Records shown section start

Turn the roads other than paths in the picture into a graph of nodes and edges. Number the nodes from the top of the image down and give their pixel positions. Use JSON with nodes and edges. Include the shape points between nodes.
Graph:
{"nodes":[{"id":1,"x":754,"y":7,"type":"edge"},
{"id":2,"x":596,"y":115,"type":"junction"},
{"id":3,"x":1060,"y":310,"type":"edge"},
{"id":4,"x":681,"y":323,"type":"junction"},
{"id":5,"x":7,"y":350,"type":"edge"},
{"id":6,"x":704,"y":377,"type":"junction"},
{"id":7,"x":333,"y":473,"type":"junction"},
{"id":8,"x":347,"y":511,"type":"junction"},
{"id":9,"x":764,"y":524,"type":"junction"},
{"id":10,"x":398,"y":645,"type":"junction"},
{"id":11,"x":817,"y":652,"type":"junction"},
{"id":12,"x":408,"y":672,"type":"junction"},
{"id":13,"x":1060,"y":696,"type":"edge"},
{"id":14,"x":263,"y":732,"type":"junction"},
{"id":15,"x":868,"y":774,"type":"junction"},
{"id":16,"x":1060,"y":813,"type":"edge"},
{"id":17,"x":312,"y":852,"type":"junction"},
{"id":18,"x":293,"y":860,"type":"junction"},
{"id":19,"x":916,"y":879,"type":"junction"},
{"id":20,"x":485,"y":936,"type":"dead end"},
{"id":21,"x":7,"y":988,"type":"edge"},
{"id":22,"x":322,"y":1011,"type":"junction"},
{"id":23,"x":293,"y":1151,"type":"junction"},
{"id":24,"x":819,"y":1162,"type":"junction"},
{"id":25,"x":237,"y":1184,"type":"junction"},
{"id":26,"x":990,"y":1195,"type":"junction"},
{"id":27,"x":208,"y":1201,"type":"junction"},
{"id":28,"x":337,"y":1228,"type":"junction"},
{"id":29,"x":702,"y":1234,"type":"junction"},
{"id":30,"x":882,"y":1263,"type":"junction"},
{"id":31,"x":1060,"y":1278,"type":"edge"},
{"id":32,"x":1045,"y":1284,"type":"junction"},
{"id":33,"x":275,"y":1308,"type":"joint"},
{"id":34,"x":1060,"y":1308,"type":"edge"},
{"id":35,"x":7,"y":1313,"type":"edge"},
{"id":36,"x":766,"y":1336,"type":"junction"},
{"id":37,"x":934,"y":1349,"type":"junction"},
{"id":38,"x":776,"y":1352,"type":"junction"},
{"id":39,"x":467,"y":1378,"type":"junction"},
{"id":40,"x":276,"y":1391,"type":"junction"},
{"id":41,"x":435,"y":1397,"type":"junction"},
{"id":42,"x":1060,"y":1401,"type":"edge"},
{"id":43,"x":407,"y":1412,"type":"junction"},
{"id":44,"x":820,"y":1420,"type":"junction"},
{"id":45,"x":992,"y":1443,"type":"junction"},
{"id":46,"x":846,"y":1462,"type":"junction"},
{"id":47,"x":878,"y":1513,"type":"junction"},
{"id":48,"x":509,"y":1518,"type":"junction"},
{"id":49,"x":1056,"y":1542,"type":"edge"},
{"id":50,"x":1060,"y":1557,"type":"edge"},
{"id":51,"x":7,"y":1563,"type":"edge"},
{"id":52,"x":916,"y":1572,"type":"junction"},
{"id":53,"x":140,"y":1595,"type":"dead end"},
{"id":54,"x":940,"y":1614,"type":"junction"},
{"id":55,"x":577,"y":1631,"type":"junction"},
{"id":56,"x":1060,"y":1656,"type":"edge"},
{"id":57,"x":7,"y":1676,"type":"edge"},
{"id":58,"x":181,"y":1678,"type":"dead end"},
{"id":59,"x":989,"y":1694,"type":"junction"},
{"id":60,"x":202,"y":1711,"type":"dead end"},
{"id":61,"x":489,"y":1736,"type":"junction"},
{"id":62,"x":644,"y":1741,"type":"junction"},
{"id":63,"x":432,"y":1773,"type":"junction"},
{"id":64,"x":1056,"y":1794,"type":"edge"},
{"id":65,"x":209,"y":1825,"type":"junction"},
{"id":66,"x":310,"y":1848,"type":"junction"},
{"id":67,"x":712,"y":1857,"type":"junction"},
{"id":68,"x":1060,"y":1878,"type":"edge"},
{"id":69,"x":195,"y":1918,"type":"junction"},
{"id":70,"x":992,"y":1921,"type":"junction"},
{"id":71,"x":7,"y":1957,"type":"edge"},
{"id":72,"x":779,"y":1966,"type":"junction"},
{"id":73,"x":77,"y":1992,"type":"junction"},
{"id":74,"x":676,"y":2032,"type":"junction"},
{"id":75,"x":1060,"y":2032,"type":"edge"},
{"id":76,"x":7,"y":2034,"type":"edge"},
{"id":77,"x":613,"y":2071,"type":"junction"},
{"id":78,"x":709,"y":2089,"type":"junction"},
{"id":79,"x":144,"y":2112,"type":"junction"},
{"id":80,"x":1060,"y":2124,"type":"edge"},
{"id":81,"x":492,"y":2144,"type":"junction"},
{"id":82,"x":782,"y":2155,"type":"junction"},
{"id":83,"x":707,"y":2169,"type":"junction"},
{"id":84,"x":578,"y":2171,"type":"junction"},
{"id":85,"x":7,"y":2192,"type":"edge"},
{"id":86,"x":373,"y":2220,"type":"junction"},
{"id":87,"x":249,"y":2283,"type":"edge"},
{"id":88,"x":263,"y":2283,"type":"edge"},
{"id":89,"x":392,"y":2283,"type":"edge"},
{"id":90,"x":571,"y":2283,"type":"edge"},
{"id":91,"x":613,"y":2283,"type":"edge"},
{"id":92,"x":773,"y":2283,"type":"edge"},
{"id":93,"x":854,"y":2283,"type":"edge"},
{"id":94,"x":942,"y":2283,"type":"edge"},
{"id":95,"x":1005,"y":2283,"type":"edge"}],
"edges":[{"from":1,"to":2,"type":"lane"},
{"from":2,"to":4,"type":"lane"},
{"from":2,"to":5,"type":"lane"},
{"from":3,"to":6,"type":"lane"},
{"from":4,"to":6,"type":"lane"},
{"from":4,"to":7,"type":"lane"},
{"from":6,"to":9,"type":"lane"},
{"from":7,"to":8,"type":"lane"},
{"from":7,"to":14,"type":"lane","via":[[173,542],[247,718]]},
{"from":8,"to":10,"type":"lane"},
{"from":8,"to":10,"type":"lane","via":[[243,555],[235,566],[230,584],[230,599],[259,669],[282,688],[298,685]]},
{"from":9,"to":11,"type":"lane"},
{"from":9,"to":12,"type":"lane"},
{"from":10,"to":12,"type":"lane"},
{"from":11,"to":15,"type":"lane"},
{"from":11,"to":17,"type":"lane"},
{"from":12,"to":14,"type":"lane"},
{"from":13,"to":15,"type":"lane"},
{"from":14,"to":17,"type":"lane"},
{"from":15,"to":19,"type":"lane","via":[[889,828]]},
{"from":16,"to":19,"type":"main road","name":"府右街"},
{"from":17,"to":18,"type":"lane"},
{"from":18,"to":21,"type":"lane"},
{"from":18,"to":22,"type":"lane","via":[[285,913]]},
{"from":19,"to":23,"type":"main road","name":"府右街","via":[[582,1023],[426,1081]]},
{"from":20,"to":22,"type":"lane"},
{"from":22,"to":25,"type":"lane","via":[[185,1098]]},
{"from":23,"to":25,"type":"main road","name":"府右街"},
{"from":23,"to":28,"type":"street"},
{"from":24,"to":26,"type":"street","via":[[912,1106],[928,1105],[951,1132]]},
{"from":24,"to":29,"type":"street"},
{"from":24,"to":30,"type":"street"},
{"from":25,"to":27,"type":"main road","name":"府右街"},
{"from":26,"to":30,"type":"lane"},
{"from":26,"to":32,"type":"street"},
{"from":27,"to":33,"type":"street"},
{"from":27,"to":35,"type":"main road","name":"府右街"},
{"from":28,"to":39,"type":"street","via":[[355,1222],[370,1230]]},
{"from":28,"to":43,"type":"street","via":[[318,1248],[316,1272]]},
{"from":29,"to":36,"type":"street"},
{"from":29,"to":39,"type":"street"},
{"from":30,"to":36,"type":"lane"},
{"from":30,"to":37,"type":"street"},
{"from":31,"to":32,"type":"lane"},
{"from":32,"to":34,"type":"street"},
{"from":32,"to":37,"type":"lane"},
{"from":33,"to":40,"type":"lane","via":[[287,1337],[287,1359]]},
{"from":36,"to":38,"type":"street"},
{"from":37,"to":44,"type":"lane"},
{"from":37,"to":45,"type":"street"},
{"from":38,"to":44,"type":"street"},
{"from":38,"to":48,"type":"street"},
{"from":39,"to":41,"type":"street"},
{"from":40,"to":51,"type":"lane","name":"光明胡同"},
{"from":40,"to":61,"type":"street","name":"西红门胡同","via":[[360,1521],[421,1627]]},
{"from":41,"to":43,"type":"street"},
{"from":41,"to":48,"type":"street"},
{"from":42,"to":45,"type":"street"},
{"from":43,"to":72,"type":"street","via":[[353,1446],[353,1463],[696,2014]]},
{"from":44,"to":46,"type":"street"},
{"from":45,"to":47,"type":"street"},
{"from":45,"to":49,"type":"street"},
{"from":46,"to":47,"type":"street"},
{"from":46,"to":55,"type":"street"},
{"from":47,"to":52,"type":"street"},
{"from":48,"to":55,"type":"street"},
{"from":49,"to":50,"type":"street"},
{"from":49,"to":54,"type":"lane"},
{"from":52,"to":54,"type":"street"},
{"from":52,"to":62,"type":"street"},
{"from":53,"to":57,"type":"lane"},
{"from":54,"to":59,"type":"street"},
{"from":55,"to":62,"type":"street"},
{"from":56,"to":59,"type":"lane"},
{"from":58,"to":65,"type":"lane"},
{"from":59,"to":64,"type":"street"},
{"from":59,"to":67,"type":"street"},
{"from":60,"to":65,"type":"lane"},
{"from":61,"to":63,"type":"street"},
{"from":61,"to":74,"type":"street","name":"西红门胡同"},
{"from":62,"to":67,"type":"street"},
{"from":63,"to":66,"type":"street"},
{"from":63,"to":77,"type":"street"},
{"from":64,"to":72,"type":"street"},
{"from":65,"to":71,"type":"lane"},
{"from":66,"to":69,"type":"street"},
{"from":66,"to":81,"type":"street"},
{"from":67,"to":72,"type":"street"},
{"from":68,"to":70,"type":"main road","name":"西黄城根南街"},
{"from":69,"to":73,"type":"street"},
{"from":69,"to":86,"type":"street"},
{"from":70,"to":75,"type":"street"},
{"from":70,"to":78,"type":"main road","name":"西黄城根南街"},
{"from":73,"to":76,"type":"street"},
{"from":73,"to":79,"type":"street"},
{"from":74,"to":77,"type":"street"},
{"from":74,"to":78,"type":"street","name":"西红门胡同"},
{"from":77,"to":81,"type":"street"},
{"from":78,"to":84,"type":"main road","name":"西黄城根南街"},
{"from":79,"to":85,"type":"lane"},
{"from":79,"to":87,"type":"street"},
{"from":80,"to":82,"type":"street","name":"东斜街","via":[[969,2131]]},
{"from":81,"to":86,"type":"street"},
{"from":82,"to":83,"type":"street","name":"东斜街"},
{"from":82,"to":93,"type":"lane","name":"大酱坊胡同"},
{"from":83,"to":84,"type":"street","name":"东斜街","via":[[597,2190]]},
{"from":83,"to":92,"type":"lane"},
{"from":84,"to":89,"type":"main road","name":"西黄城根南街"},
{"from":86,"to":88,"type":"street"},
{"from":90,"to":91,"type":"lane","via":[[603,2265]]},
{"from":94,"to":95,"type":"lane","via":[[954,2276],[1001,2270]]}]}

Records shown section end

» **What is being asked**: Across all of the material above, how many lines contain the word "edges"? Only the number should be given.

» **Response to this task**: 2